Waiting for the words now was tantamount to torture.

“No. I’m not going to say that. Because I was using you to get the merger. Though, I confess I thought you were complicit in the arrangement.”

Only because she’d imagined she’d meant something to him. That when he’d kissed her, there had been feeling in it.

“I wasn’t.”

“And now what, Angelina? Do I leave you here? Do we never see each other again?”

The idea of Taj turning and walking away, the thought of never seeing him again, made her heart ache. More than that, it reminded her of the ache that had existed since she’d lost him the first time.

He was the man she’d never been able to forget. The one demon from her past left unexorcised. What would it take? What would it take to rid her body of her desire for him? To squeeze those deeply held feelings from her heart? To erase him from her mind.

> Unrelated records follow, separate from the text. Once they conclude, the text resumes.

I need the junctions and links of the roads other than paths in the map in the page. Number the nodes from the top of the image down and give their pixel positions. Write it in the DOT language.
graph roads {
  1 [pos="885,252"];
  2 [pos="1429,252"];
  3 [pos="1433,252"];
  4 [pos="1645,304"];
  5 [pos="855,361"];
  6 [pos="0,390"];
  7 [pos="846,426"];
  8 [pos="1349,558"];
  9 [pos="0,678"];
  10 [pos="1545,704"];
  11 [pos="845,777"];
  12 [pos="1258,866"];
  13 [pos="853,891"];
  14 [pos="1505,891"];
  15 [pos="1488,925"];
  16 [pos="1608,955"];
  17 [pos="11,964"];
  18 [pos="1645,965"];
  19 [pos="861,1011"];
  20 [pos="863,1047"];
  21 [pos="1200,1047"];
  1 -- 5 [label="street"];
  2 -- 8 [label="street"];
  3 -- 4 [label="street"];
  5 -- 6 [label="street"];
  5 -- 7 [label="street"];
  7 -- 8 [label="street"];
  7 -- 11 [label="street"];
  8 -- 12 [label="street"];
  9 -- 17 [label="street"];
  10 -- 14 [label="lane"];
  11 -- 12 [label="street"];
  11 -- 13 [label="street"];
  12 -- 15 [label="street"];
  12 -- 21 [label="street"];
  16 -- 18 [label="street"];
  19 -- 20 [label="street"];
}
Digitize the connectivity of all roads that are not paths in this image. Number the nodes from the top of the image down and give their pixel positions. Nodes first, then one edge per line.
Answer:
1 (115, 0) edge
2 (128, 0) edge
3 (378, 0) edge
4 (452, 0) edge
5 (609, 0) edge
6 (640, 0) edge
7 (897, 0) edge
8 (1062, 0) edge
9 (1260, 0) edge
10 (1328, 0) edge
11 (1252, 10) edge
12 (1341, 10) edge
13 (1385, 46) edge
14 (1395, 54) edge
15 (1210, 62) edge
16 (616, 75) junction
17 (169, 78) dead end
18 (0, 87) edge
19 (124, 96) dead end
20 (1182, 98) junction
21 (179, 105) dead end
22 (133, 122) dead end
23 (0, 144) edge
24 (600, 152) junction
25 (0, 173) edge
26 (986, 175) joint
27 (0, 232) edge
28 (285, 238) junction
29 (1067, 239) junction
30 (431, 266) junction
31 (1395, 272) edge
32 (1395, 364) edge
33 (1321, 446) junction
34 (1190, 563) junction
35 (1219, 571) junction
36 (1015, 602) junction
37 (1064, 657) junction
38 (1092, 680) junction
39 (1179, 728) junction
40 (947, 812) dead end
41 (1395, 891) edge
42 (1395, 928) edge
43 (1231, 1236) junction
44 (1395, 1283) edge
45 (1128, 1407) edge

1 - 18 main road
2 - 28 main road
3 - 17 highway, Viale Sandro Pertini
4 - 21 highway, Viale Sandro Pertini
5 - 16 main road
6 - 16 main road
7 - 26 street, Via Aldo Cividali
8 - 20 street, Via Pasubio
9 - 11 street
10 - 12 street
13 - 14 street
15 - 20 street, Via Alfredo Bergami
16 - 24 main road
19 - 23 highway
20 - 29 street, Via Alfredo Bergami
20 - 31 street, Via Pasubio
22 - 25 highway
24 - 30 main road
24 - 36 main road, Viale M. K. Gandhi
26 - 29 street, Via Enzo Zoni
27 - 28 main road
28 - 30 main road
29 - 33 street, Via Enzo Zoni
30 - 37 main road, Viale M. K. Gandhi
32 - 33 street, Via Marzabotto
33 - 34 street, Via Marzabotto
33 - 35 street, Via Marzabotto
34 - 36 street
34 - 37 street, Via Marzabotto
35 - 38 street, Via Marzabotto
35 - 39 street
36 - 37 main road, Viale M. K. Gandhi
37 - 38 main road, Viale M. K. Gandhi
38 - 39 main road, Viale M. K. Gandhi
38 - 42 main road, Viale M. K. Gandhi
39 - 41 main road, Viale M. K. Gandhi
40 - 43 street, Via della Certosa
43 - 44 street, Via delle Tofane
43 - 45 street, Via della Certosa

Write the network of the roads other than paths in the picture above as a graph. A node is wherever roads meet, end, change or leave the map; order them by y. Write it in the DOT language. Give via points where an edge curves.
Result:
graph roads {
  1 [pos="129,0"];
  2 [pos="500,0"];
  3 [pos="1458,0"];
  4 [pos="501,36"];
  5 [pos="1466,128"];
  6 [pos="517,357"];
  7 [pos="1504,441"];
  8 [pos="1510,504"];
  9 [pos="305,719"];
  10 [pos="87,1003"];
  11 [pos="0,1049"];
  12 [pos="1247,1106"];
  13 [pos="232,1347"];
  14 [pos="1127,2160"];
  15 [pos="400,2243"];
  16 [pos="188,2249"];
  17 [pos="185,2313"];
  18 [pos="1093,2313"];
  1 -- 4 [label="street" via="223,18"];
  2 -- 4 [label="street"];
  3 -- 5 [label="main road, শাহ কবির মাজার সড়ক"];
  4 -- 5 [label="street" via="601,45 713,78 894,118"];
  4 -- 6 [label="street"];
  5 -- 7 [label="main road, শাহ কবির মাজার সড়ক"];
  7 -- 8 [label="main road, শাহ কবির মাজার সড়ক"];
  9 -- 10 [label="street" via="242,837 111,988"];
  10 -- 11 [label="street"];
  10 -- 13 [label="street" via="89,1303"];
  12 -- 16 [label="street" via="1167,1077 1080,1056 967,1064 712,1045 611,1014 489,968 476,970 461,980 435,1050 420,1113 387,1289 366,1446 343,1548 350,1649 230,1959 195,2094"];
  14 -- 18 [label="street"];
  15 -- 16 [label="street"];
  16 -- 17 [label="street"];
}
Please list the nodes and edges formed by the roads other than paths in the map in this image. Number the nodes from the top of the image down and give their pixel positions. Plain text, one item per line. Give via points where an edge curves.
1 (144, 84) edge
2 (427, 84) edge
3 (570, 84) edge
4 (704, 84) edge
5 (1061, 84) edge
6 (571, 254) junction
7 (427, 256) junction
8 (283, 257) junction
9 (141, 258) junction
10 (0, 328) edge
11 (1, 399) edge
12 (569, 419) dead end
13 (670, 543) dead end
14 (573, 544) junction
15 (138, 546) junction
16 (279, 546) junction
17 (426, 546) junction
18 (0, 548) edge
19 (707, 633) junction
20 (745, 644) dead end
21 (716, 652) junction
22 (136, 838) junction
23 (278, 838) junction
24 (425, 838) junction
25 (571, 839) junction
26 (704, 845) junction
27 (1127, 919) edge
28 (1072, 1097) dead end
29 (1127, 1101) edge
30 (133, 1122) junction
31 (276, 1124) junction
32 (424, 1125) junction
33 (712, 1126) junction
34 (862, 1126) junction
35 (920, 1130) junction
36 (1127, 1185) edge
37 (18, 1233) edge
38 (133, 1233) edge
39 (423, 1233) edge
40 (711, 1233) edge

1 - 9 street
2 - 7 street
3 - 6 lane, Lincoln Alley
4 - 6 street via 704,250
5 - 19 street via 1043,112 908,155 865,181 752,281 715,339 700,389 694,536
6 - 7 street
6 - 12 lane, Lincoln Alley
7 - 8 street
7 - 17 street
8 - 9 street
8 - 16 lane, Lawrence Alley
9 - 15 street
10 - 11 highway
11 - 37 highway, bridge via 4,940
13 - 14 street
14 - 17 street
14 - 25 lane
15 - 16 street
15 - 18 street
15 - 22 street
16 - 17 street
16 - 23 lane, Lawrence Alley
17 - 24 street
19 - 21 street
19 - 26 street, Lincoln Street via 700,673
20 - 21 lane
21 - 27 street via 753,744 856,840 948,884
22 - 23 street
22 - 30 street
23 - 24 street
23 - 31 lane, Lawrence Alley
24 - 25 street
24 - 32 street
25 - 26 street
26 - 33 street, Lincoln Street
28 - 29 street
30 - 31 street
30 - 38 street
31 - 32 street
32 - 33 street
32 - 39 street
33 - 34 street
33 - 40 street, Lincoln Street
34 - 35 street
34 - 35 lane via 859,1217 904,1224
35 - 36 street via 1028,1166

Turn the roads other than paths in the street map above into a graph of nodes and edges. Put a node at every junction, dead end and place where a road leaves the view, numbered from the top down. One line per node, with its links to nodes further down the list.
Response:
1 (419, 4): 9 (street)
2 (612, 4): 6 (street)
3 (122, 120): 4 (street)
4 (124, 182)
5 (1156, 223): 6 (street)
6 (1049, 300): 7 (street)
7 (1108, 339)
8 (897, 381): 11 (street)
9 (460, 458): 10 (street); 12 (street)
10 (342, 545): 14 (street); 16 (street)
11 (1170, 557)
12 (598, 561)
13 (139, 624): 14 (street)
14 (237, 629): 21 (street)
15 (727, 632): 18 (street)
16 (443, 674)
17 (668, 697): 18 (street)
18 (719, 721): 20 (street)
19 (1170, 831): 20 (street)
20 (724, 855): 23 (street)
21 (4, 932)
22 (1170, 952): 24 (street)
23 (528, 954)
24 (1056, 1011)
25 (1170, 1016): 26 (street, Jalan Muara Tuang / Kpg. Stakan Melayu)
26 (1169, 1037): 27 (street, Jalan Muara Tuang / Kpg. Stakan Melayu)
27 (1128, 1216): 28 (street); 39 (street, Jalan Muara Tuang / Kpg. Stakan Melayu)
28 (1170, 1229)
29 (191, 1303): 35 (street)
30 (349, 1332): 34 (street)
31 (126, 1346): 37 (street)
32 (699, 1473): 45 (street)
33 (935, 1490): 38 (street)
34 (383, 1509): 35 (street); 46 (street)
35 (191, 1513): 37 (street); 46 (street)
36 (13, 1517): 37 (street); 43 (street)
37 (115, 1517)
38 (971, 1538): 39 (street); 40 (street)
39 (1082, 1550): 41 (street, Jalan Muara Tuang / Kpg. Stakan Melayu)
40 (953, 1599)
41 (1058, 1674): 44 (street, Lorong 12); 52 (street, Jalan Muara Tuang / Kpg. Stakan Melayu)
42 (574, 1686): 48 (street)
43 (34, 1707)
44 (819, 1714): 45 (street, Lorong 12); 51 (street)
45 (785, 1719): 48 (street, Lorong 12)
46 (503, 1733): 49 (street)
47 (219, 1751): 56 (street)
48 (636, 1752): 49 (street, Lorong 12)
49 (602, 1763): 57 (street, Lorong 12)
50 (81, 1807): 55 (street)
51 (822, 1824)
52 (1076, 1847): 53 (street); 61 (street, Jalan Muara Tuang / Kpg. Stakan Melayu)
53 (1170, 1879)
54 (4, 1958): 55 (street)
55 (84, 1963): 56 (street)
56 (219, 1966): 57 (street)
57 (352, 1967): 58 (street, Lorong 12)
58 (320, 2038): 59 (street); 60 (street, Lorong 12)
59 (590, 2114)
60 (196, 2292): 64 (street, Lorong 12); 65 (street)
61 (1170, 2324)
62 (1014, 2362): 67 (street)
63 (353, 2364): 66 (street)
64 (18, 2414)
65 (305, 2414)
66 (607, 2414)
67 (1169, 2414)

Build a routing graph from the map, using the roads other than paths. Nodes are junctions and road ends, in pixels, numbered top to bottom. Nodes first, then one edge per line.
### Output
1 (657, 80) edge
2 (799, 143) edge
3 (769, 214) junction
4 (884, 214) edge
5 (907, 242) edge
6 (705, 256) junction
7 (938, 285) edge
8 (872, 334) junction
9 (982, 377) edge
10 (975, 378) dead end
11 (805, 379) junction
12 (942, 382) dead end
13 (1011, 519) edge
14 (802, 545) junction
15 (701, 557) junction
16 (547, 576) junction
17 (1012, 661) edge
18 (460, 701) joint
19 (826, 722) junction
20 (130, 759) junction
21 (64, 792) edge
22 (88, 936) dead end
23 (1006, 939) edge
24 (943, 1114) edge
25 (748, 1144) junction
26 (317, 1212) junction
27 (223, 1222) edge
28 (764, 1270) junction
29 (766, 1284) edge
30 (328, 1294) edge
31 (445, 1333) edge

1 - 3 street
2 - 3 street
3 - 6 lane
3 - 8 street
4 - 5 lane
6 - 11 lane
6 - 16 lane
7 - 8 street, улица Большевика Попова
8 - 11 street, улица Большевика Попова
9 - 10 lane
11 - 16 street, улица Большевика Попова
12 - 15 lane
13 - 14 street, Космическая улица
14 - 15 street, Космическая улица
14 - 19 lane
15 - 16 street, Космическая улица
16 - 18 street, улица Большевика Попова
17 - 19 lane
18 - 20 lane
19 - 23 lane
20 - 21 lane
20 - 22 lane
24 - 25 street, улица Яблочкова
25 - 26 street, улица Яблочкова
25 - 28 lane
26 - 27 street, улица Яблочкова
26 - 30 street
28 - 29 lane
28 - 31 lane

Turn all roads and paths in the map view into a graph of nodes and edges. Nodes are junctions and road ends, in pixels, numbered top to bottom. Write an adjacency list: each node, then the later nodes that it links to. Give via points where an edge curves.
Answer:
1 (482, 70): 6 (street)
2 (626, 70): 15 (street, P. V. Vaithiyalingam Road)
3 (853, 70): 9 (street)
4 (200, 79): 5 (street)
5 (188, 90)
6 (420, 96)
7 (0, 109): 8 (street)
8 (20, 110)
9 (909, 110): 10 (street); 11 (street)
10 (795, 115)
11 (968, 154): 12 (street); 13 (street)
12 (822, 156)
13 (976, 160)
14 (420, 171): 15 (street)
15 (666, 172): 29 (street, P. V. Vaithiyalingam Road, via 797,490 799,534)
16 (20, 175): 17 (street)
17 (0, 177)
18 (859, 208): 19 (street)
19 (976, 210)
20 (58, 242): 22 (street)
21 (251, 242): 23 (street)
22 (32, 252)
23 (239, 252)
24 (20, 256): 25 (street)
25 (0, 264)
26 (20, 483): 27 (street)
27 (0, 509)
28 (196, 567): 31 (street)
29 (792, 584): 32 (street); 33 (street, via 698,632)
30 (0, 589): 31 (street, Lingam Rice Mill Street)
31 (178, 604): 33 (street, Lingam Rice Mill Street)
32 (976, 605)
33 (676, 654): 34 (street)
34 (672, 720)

Her body burned from the kiss. Her heart burned from looking at him.

She hated it. She hated how much he controlled her. Whether he was standing in front of her, or in another country entirely, the man held too much power. It had to end.

He turned away, and her stomach jolted. Leaving, separation, that wouldn’t work. It wasn’t enough. She knew it. And she was desperate. Desperate to make it go away. Her desire for him was beneath her skin, in her blood.

There was only one way she could think of to bleed herself of it, to pour it out of her.

“Don’t go,” she said.

He stopped, his shoulders going ridged. “What?”

It wasn’t too late to go back. To stop herself from touching him. From confirming what she was certain he suspected. But she didn’t want to. She had run from him, from her feelings, her heartbreak, all those years ago. But she hadn’t escaped it. It had clung to her, wrapped itself around her heart like a clinging vine.

Distance hadn’t killed it. But he was here now. Maybe if she could have him, just once, she could draw a line through that part of her life and call it done.

She took a deep breath, ignoring the trembling in her fingers as she reached out to put her hand on his shoulder. “Stay. Stay with me tonight.”